A report to the council’s cabinet next Friday (21 July) is requesting CPO powers be used if the company behind the mixed-use scheme cannot sell the site to another developer.

To be delivered over three phases, the New Chinatown scheme was to create a new urban quarter with 790 new homes, 11,246 sqm of commercial and retail space and a 140-bed hotel.

In December 2015, phase one of the scheme was granted detailed planning consent and outline planning consent was given for phase two and three.

However since then the sales agent for developer Chinatown Development Company Ltd has been accused of fraud on the Hong Kong market which the council says had such a massive impact on sales that works on site came to halt and forced the building contractor into administration.

The council says the failure to deliver the scheme has forced it to take action.

Following negotiations, it has now been agreed the site will be independently marketed over the summer for a new developer to deliver either the consented scheme or an amended scheme.

If a commercial sale does not materialise the report recommends the local authority use its CPO powers to assemble the site at Great George Street for redevelopment under the Planning and Compulsory Purchase Act 2004.
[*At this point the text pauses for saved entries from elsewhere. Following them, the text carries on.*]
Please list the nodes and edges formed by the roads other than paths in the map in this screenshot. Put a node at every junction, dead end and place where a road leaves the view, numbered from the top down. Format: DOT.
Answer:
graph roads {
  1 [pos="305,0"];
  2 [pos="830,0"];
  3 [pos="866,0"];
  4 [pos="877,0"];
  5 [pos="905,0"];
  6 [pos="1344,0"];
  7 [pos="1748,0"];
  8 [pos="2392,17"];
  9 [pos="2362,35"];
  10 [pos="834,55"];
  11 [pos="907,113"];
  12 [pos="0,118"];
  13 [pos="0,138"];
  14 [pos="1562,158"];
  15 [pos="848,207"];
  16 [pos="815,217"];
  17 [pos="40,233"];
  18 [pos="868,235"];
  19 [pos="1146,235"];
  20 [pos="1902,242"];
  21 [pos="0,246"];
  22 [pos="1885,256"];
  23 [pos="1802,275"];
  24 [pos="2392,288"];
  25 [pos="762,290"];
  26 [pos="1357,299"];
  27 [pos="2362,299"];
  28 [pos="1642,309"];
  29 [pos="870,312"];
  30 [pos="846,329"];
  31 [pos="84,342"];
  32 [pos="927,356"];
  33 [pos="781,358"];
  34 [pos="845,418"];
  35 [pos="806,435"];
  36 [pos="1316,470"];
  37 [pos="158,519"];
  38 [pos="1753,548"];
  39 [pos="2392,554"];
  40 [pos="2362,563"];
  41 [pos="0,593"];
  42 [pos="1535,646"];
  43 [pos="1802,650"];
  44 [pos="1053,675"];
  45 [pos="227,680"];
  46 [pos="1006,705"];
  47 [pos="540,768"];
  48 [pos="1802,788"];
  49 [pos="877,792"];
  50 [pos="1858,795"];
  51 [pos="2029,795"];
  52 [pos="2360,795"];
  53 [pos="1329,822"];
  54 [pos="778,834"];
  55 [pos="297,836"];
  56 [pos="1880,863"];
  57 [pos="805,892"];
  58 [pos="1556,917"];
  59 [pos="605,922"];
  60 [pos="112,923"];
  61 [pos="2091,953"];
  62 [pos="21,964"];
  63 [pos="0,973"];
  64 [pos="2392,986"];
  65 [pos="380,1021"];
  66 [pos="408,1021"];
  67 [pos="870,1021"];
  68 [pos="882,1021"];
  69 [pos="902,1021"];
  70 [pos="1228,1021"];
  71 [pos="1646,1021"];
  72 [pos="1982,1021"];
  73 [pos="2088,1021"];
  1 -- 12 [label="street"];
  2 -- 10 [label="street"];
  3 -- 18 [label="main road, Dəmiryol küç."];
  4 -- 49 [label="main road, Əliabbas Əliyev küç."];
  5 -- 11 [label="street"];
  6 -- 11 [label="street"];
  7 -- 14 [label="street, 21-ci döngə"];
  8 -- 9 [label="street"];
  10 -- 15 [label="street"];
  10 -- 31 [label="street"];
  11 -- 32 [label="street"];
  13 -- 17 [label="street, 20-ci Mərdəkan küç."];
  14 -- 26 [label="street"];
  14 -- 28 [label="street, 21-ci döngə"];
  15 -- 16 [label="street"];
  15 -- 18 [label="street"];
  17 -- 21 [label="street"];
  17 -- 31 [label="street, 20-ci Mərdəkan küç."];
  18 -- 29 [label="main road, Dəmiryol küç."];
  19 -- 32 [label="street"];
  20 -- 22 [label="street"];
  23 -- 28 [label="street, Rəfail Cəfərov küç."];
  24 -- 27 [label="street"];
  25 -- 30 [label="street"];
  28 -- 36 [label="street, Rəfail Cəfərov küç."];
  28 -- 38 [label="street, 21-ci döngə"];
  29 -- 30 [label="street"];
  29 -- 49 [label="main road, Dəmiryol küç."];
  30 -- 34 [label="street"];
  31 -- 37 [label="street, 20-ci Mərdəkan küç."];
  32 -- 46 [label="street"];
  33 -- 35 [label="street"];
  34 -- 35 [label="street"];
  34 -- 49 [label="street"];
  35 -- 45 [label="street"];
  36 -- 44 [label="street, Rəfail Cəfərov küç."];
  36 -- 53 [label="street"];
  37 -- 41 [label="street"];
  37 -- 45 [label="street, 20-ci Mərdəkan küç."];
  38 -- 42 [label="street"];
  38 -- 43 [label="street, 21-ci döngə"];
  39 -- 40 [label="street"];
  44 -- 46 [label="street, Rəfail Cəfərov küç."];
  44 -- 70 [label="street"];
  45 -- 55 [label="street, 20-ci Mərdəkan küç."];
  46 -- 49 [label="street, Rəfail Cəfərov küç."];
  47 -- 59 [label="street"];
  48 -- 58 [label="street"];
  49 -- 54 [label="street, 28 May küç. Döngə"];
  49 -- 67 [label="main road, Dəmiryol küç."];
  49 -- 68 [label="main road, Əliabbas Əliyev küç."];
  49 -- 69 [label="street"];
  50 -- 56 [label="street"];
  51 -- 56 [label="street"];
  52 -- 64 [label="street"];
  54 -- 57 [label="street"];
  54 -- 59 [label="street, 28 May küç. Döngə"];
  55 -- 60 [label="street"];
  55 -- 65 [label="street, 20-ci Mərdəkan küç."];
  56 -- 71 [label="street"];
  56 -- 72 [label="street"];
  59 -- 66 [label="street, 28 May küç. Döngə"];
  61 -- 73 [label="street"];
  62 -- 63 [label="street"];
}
The CPO for New Chinatown will be conditional on identifying a new developer which is prepared to agree to underwrite the council’s costs in preparing, submitting and processing the order and funding the acquisitions, including the £950,000 debt that is owed to the council in relation to the phase two site.

Deputy Mayor of Liverpool, says: “Liverpool City Council has been deeply concerned with how events have unravelled with the funding of Chinatown Development Company Ltd’s scheme.

“This report illustrates how hard we have been working to rectify the situation and the lengths we will go to, if necessary, to ensure the site is developed.

“It is vital that a new developer is found to get this scheme – or an amended one – back on track for the good of the Chinatown area, the city and those who have invested in it.”